## DIRECTIONS FOR THIS TASK
For the word "dead", search the records and show each line in which it occurs.

## EXERCISE DATA
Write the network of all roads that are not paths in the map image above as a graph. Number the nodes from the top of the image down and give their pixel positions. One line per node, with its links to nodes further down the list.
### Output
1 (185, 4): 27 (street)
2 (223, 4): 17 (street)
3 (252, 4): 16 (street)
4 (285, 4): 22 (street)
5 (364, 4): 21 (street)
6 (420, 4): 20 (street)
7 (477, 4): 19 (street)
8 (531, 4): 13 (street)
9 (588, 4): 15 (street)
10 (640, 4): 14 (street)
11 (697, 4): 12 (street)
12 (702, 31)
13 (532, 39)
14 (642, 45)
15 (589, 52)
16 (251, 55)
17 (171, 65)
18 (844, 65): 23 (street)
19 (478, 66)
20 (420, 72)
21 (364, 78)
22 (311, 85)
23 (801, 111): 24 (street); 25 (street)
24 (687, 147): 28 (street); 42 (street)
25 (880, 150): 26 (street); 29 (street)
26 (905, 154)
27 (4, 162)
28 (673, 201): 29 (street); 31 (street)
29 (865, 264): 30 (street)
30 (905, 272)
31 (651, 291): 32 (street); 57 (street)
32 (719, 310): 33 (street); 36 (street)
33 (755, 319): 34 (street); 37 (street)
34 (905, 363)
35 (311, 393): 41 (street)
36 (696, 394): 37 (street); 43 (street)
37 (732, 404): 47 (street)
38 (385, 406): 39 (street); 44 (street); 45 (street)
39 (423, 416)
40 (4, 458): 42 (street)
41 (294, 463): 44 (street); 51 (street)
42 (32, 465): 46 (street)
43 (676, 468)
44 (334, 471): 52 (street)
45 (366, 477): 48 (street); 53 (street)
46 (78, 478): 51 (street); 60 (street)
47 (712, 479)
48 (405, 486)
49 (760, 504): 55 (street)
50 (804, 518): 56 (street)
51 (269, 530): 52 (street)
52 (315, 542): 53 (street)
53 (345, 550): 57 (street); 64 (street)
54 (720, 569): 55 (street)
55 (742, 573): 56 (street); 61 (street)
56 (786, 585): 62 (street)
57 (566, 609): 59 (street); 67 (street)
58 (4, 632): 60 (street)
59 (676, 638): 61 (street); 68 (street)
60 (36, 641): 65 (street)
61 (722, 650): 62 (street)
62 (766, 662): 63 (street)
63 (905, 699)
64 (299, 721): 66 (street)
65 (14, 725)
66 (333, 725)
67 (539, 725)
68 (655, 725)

==

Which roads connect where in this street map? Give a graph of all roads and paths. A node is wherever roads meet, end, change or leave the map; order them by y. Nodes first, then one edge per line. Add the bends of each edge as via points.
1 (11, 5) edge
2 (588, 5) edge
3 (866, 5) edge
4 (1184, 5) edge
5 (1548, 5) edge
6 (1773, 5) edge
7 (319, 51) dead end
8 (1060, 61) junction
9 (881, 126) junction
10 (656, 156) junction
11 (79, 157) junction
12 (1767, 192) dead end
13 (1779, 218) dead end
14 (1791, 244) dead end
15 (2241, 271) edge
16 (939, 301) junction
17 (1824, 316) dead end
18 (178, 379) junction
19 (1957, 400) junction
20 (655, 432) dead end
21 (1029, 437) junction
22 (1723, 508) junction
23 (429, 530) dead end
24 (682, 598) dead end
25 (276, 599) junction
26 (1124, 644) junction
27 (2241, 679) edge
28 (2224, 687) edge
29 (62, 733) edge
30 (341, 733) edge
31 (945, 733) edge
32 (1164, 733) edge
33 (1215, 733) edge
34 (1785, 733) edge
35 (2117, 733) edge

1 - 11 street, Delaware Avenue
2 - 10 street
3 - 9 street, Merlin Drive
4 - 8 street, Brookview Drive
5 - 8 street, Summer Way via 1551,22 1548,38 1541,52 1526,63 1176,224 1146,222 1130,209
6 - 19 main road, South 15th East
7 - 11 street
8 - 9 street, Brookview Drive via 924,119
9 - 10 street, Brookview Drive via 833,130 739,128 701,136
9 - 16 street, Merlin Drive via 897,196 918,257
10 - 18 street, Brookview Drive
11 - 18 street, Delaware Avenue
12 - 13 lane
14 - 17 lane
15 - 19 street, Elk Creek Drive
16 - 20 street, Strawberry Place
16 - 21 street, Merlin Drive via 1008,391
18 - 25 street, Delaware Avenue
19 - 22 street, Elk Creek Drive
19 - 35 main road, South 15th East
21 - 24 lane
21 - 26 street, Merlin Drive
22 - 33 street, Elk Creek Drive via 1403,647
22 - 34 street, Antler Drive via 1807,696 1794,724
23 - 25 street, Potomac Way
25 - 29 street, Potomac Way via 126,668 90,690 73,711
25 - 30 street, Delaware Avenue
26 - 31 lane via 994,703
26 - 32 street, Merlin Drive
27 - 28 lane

## SOLUTION TO THIS PROBLEM
7 (319, 51) dead end
12 (1767, 192) dead end
13 (1779, 218) dead end
14 (1791, 244) dead end
17 (1824, 316) dead end
20 (655, 432) dead end
23 (429, 530) dead end
24 (682, 598) dead end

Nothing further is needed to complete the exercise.